WORK TO BE COMPLETED —
Exact wording is required: transcribe all the entries and leave the images out.

_ _ _ _

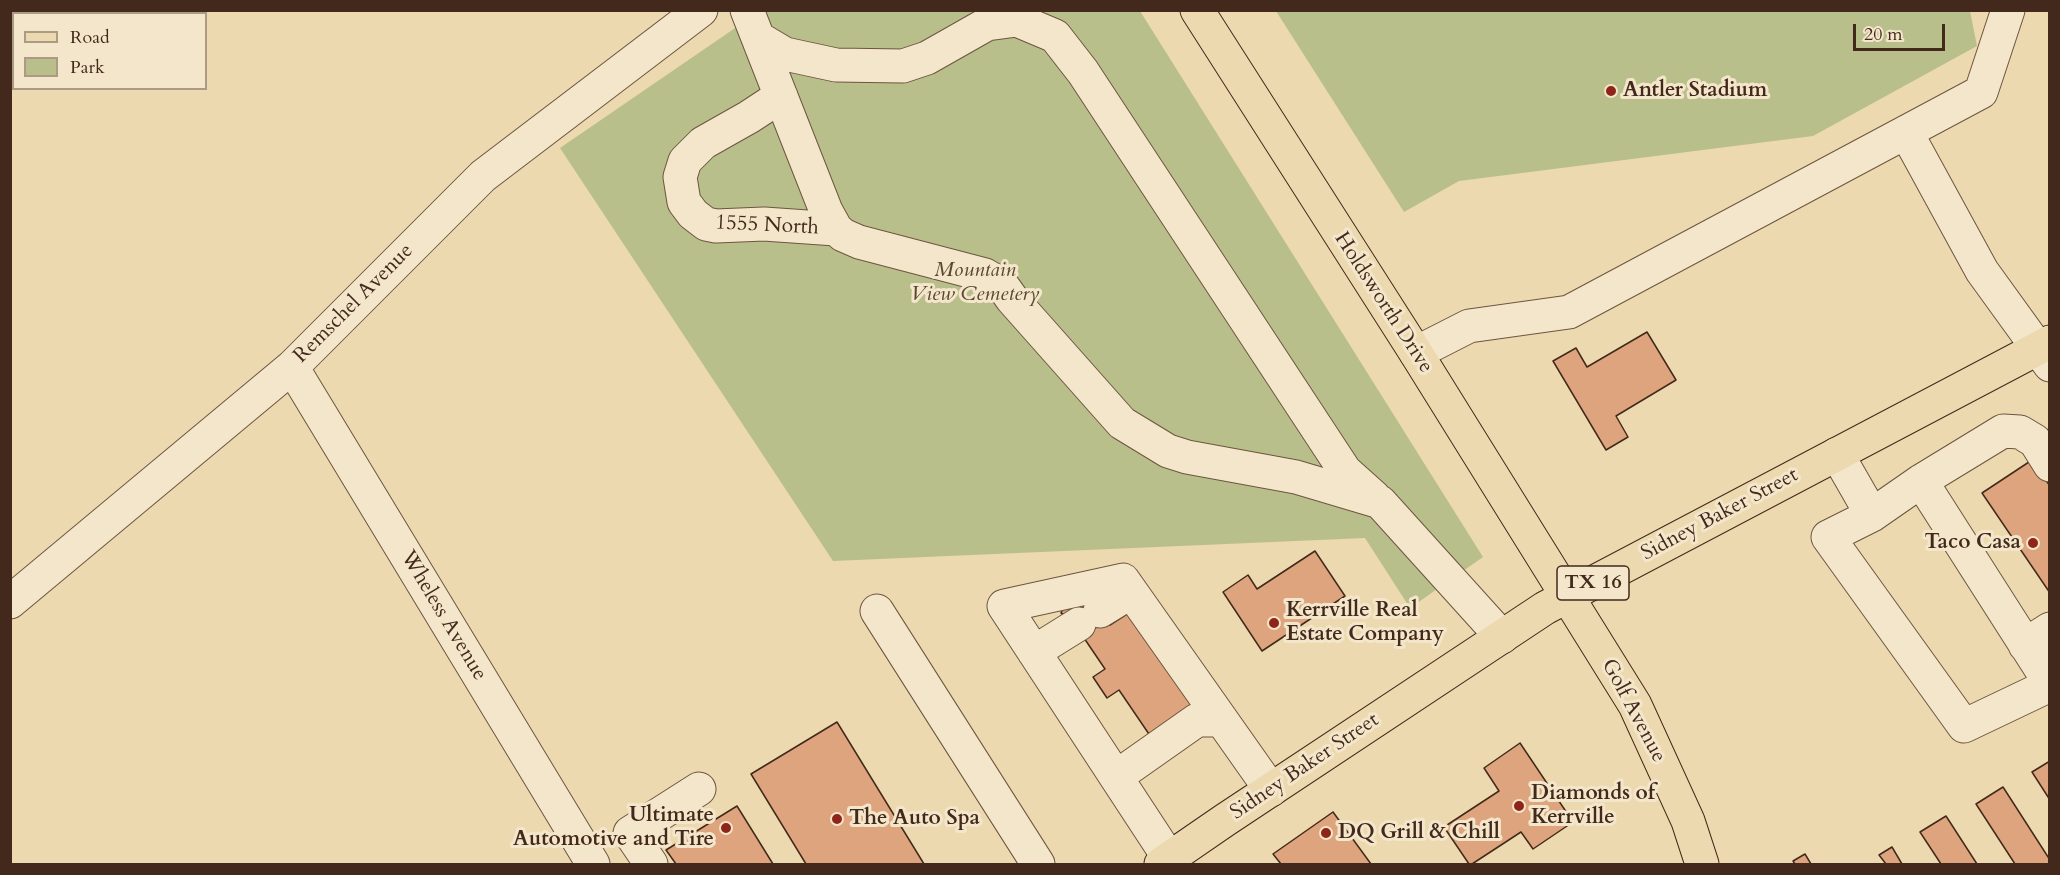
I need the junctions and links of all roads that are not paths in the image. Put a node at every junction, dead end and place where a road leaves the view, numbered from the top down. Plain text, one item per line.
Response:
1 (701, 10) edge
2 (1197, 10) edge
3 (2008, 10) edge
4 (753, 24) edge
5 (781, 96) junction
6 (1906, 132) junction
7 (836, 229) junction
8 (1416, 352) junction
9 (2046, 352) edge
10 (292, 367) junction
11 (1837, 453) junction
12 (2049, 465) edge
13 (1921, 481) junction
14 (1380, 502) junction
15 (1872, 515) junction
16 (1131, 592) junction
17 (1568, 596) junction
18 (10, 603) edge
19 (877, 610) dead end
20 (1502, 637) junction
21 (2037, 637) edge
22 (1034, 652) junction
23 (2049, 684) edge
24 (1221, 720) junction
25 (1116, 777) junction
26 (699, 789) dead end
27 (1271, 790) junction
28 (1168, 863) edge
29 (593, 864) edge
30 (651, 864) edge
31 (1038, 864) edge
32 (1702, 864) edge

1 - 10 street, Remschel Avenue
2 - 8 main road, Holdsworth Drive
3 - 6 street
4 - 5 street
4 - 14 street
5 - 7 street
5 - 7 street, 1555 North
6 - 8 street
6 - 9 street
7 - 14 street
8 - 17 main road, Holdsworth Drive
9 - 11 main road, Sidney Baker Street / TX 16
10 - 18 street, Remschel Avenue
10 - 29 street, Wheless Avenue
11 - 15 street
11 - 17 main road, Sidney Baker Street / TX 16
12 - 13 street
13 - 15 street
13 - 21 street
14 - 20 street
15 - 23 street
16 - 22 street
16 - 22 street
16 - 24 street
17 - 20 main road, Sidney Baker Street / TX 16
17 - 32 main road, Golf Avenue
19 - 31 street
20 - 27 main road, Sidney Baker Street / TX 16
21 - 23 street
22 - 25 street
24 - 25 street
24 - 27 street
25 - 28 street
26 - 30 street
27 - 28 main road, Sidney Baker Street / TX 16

_ _ _ _

EXERCISE RESPONSE —
I need the junctions and links of all roads that are not paths in the image. Put a node at every junction, dead end and place where a road leaves the view, numbered from the top down. Plain text, one item per line.
Response:
1 (701, 10) edge
2 (1197, 10) edge
3 (2008, 10) edge
4 (753, 24) edge
5 (781, 96) junction
6 (1906, 132) junction
7 (836, 229) junction
8 (1416, 352) junction
9 (2046, 352) edge
10 (292, 367) junction
11 (1837, 453) junction
12 (2049, 465) edge
13 (1921, 481) junction
14 (1380, 502) junction
15 (1872, 515) junction
16 (1131, 592) junction
17 (1568, 596) junction
18 (10, 603) edge
19 (877, 610) dead end
20 (1502, 637) junction
21 (2037, 637) edge
22 (1034, 652) junction
23 (2049, 684) edge
24 (1221, 720) junction
25 (1116, 777) junction
26 (699, 789) dead end
27 (1271, 790) junction
28 (1168, 863) edge
29 (593, 864) edge
30 (651, 864) edge
31 (1038, 864) edge
32 (1702, 864) edge

1 - 10 street, Remschel Avenue
2 - 8 main road, Holdsworth Drive
3 - 6 street
4 - 5 street
4 - 14 street
5 - 7 street
5 - 7 street, 1555 North
6 - 8 street
6 - 9 street
7 - 14 street
8 - 17 main road, Holdsworth Drive
9 - 11 main road, Sidney Baker Street / TX 16
10 - 18 street, Remschel Avenue
10 - 29 street, Wheless Avenue
11 - 15 street
11 - 17 main road, Sidney Baker Street / TX 16
12 - 13 street
13 - 15 street
13 - 21 street
14 - 20 street
15 - 23 street
16 - 22 street
16 - 22 street
16 - 24 street
17 - 20 main road, Sidney Baker Street / TX 16
17 - 32 main road, Golf Avenue
19 - 31 street
20 - 27 main road, Sidney Baker Street / TX 16
21 - 23 street
22 - 25 street
24 - 25 street
24 - 27 street
25 - 28 street
26 - 30 street
27 - 28 main road, Sidney Baker Street / TX 16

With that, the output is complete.